En este caso, se dice en la sentencia que el abogado del denunciante decidió que se suscribiera un contrato de compraventa respecto de la maquinaria, al margen del contrato referido al traspaso. Como contrapartida, el acusado entregó las llaves del local de tal forma que el denunciante empezó a realizar obras de acondicionamiento en el mismo de cara a la nueva actividad que pretendía realizar en el mismo. No consta que no se entregara la posesión de las máquinas a los compradores como consecuencia de dicho contrato. De hecho, se dice en la sentencia que el acusado manifestó en el juicio -y así lo ha constatado la Sala mediante el visionado de la grabación del juicio- que parte de la maquinaria y objetos vendidos se los llevaron las personas interesadas en el traspaso y que habían suscrito el contrato de compraventa de la maquinaria.
Es cierto que se recoge en el relato fáctico que el acusado no ha devuelto esa cantidad al denunciante, pero eso no transforma esa conducta en delictiva, debiendo dilucidarse esa cuestión en el ámbito civil, habida cuenta que parece que el acusado estuvo haciendo frente a otros pagos y que procedería una rendición de cuentas entre las partes.

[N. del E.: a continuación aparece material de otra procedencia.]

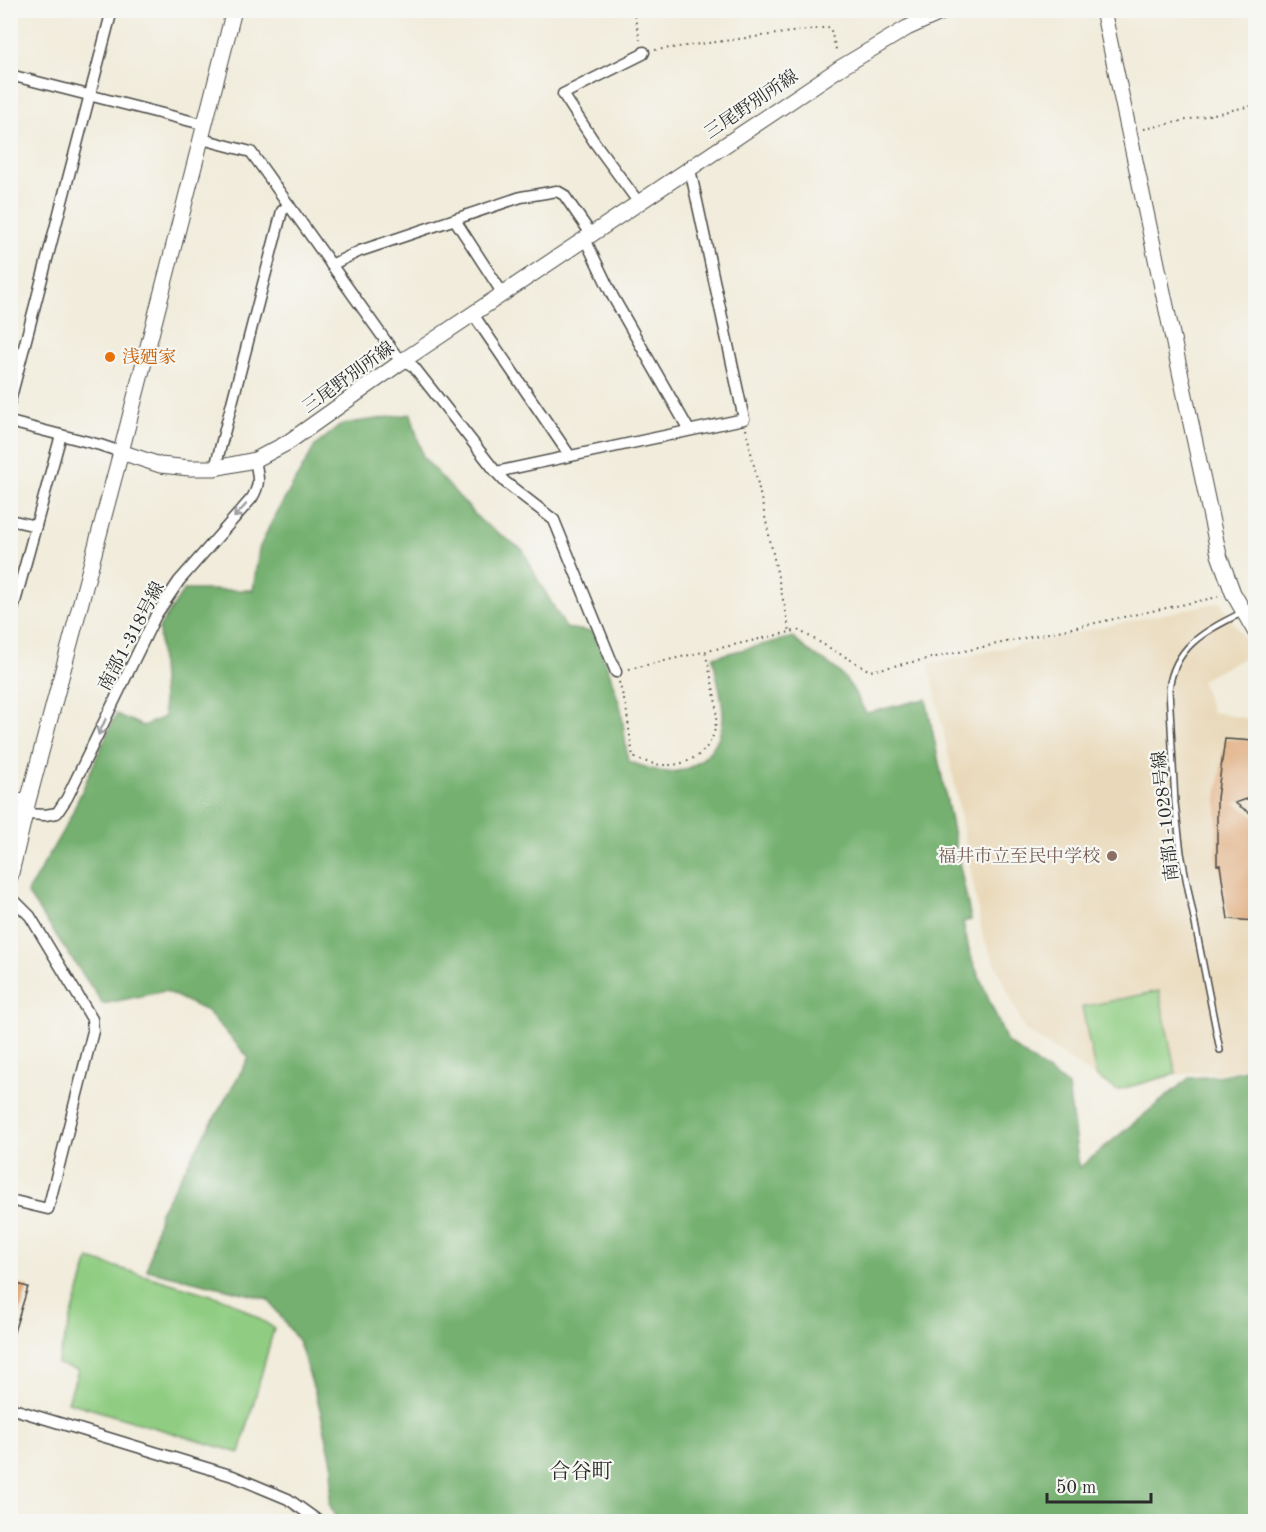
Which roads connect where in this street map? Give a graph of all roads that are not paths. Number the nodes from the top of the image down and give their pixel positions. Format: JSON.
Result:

Todo lo expuesto nos lleva a desestimar el recurso presentado y, en consecuencia, a confirmar la sentencia dictada por la Juez de lo Penal.
Vistos los preceptos legales citados, concordantes y demás de general, obligada y pertinente aplicación.
Fallo
Se declaran de oficio las costas de esta alzada.
Notifíquese la presente resolución a las partes, previniéndolas que la misma es susceptible de recurso de casación por infracción de ley, en su caso, ante el Tribunal Supremo en el plazo de cinco días desde su notificación.
Una vez firme, con certificación de esta resolución, remítanse las actuaciones al Juzgado de lo Penal expresado, a los efectos procedentes, e interesando acuse de recibo.
Así por esta nuestra sentencia, lo pronunciamos y firmamos. Doy fe. DANIEL IGUAL ROUILLEAULT Letrado de la Administración de Justicia.